The world's leading central banks jointly announced new action to try to keep U.S. dollars flowing easily through the global banking system, returning to a strategy used extensively in past crises.
Driving the news: The Federal Reserve, along with the European Central Bank, Bank of England, Bank of Canada, Bank of Japan, and Swiss National Bank, with their Sunday evening (U.S. time) aimed to make dollar swap lines more readily available.
- It comes after Swiss bank UBS took over its rival Credit Suisse with substantial financial guarantees from the Swiss government and its central bank earlier Sunday.
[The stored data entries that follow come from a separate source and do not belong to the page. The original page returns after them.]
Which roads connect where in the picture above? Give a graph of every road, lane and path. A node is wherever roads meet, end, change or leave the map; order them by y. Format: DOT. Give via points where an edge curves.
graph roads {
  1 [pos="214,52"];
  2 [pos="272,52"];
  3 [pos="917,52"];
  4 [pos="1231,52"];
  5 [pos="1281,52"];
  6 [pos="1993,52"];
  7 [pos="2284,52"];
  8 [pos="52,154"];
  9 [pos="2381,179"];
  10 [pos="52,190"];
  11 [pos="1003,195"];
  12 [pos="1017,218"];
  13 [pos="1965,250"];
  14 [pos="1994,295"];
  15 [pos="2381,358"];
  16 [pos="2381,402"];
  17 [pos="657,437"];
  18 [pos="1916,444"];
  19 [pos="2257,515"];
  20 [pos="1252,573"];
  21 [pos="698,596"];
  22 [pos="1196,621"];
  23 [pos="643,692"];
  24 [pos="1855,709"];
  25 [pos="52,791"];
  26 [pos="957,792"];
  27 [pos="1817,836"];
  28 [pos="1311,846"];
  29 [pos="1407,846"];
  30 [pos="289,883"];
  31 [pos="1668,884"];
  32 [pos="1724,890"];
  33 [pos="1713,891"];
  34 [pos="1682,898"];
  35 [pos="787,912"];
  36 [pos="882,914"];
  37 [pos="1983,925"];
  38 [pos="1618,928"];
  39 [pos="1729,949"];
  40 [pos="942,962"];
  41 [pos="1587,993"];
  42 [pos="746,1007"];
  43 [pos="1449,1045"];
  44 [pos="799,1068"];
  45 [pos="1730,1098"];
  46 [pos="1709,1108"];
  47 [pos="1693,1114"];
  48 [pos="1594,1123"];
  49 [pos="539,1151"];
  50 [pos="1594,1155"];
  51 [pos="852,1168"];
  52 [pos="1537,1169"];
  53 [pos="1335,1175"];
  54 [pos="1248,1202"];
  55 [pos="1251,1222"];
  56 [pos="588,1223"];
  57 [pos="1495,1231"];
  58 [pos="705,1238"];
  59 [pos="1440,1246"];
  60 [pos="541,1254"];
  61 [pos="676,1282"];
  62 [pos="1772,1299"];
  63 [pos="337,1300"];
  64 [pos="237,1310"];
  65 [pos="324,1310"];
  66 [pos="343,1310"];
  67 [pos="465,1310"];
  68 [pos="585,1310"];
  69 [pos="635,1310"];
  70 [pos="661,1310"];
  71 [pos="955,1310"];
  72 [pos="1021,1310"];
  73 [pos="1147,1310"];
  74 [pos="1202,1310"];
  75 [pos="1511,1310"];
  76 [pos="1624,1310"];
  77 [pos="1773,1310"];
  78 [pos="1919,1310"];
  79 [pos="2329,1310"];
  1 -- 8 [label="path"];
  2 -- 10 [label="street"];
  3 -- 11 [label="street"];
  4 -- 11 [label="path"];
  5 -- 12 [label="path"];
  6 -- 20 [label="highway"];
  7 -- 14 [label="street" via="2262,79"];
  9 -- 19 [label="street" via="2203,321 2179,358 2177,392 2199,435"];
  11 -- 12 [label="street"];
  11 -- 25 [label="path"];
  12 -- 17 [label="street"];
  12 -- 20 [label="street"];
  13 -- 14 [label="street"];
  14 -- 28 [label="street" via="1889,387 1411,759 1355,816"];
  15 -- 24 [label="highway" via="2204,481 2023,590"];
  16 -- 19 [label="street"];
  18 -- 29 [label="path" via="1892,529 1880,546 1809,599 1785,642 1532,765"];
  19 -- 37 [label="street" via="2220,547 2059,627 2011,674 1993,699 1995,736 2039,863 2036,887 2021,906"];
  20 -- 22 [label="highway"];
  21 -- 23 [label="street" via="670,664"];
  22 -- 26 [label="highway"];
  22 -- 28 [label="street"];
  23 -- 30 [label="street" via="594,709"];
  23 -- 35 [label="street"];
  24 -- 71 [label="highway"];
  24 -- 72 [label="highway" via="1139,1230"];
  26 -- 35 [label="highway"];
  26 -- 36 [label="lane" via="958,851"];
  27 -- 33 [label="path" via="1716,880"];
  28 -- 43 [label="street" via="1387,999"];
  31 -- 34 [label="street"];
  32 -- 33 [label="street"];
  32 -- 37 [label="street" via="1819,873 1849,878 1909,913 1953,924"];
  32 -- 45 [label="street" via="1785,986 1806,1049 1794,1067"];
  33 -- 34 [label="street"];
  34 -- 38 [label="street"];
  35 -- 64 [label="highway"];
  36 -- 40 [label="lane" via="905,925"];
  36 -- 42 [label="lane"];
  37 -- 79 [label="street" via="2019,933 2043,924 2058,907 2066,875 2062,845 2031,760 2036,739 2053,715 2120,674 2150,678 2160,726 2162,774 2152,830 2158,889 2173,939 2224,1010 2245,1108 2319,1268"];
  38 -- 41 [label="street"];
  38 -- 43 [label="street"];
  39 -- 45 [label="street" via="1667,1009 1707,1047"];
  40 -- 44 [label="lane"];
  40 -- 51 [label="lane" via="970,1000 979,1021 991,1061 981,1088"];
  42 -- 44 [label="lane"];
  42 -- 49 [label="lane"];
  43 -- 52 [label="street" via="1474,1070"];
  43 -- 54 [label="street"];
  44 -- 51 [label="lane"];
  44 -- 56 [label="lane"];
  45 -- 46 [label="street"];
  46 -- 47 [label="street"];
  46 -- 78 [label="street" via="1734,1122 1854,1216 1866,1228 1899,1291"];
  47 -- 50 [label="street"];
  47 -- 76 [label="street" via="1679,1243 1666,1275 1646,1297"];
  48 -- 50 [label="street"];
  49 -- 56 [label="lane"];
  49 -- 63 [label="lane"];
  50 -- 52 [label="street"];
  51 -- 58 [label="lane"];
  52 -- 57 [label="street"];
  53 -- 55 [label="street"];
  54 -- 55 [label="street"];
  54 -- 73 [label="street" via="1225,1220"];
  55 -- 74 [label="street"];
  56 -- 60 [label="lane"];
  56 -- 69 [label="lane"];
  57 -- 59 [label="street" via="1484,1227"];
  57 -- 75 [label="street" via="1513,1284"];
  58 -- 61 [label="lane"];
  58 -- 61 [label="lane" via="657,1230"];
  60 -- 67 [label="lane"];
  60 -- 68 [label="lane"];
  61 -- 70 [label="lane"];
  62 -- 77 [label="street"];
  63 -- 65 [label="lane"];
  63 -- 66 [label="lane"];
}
- It is a sign of the severity of the risk global central banks see from the series of strains in the banking system worldwide since Silicon Valley Bank failed nine days ago.
Between the lines: In times of financial stress, global banks often become more reluctant to lend dollars to each other, creating additional tightening of global credit.
- Swap lines, used extensively in the 2008 global financial crisis and again in the early days of the pandemic in 2020, allow overseas central banks to access dollars direct from the Fed, and in turn, make dollar loans to their domestic banks.
- It places the Fed in a role, in effect, as a global lender of last resort.
The swap lines are now part of a standing liquidity arrangement between leading central banks, but the announcement Sunday is aimed at increasing their effectiveness by making the liquidity available daily instead of weekly.